**Input records**
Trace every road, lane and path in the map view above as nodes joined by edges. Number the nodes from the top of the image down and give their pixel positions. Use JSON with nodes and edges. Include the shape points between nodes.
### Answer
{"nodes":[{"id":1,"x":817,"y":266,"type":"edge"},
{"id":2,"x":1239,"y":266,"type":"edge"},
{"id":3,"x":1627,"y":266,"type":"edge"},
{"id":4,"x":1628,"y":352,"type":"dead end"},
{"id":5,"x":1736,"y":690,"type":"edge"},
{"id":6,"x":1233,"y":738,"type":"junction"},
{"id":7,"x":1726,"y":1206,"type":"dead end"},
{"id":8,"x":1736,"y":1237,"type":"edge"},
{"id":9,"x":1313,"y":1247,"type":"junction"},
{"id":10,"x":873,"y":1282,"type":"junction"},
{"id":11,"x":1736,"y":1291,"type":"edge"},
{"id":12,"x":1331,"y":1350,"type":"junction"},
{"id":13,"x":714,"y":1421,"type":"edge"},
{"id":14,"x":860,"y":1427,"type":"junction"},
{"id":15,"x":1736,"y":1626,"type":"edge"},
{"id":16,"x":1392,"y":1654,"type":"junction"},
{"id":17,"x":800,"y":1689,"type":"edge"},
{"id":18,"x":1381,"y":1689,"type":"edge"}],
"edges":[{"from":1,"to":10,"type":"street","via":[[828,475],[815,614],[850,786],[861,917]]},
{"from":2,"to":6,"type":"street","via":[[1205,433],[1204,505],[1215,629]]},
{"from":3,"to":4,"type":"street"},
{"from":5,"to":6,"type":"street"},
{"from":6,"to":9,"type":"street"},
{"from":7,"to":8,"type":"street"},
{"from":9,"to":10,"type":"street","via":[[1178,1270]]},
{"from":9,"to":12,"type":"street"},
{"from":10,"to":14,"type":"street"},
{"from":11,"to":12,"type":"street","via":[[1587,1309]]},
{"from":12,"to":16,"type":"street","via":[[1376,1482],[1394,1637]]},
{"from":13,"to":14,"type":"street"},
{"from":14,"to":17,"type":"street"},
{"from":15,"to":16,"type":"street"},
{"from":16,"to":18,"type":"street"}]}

**Problem**
Find the lines above holding the word "dead" and show them.

**Written answer**
{"id":4,"x":1628,"y":352,"type":"dead end"},
{"id":7,"x":1726,"y":1206,"type":"dead end"},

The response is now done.